What is required -
All that is needed is a count of the lines in this data that contain the word "Rubey".

"""

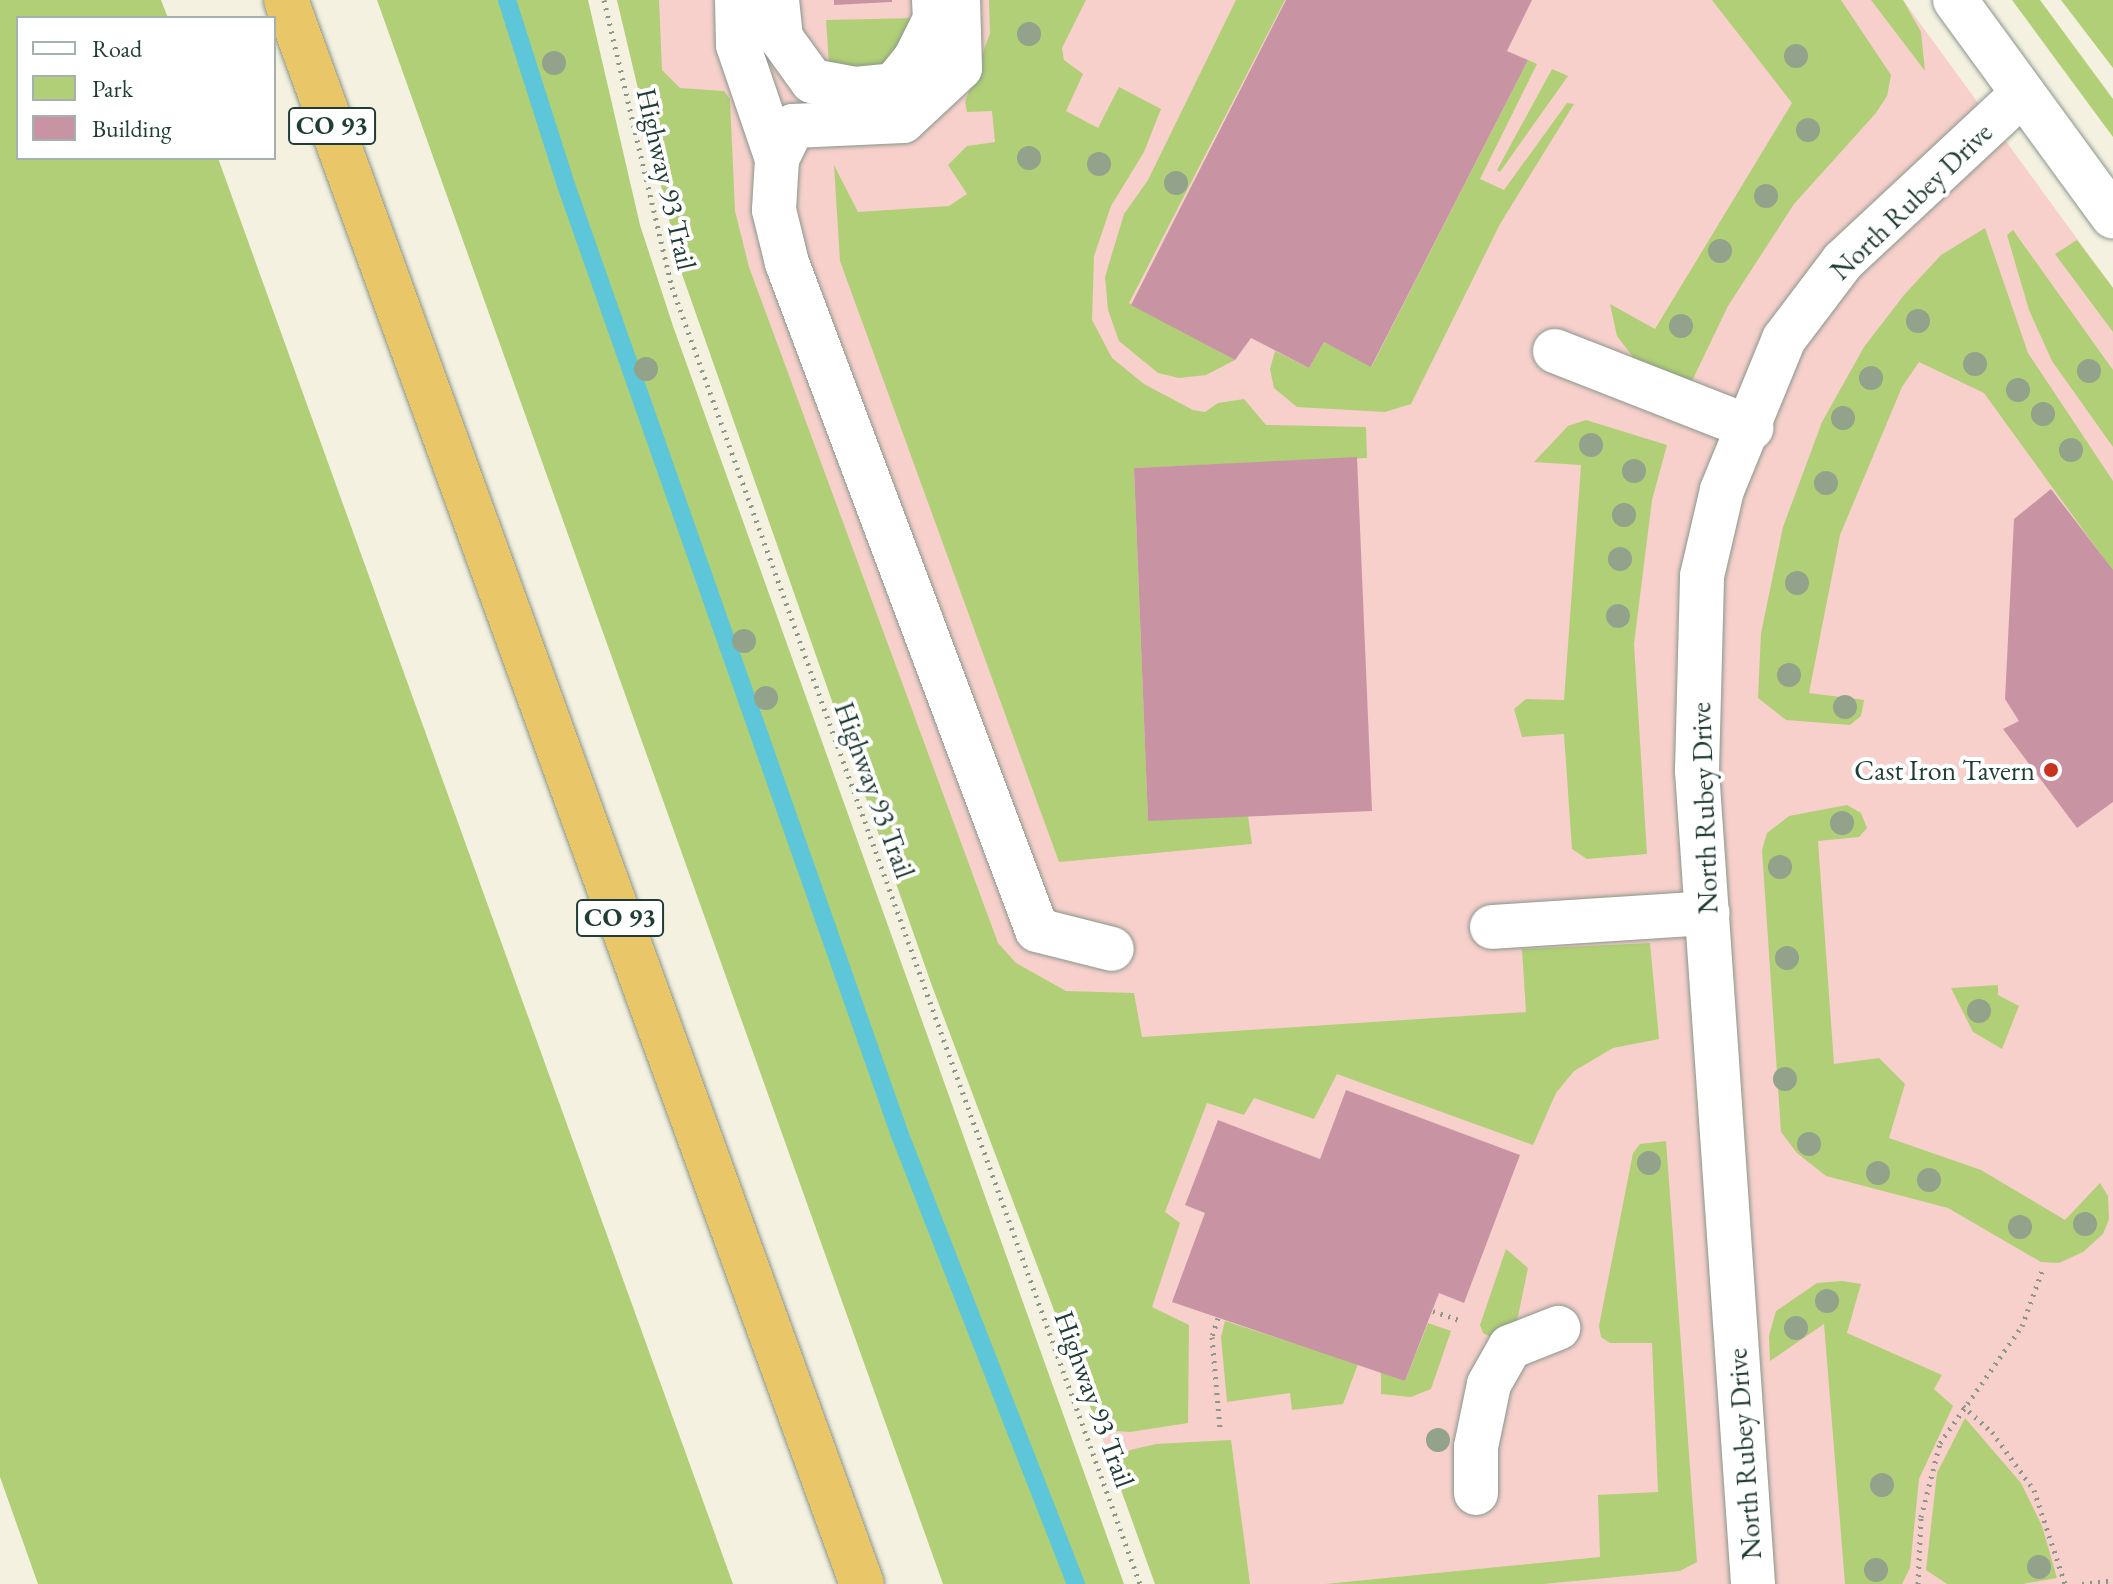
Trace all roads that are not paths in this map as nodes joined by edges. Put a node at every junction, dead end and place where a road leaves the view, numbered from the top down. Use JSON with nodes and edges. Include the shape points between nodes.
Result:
{"nodes":[{"id":1,"x":286,"y":0,"type":"edge"},
{"id":2,"x":737,"y":0,"type":"edge"},
{"id":3,"x":777,"y":0,"type":"edge"},
{"id":4,"x":934,"y":0,"type":"edge"},
{"id":5,"x":958,"y":0,"type":"edge"},
{"id":6,"x":1955,"y":0,"type":"edge"},
{"id":7,"x":2022,"y":94,"type":"junction"},
{"id":8,"x":777,"y":159,"type":"junction"},
{"id":9,"x":2113,"y":217,"type":"edge"},
{"id":10,"x":1555,"y":351,"type":"dead end"},
{"id":11,"x":1751,"y":428,"type":"junction"},
{"id":12,"x":1708,"y":913,"type":"junction"},
{"id":13,"x":1492,"y":927,"type":"dead end"},
{"id":14,"x":1112,"y":949,"type":"dead end"},
{"id":15,"x":1558,"y":1328,"type":"dead end"},
{"id":16,"x":1476,"y":1493,"type":"dead end"},
{"id":17,"x":862,"y":1584,"type":"edge"},
{"id":18,"x":1753,"y":1584,"type":"edge"}],
"edges":[{"from":1,"to":17,"type":"highway","number":"CO 93"},
{"from":2,"to":8,"type":"street","via":[[738,45]]},
{"from":3,"to":4,"type":"street","via":[[781,38],[812,81],[856,89],[894,85],[915,59],[935,19]]},
{"from":5,"to":8,"type":"street","via":[[960,68],[903,121],[793,126]]},
{"from":6,"to":7,"type":"street"},
{"from":7,"to":9,"type":"street"},
{"from":7,"to":11,"type":"street","name":"North Rubey Drive","via":[[1843,261],[1784,339]]},
{"from":8,"to":14,"type":"street","via":[[774,210],[787,263],[1037,930]]},
{"from":10,"to":11,"type":"street"},
{"from":11,"to":12,"type":"street","name":"North Rubey Drive","via":[[1722,490],[1702,576],[1697,770]]},
{"from":12,"to":13,"type":"street"},
{"from":12,"to":18,"type":"street","name":"North Rubey Drive"},
{"from":15,"to":16,"type":"street","via":[[1510,1347],[1489,1384],[1476,1447]]}]}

"""

Answer box -
3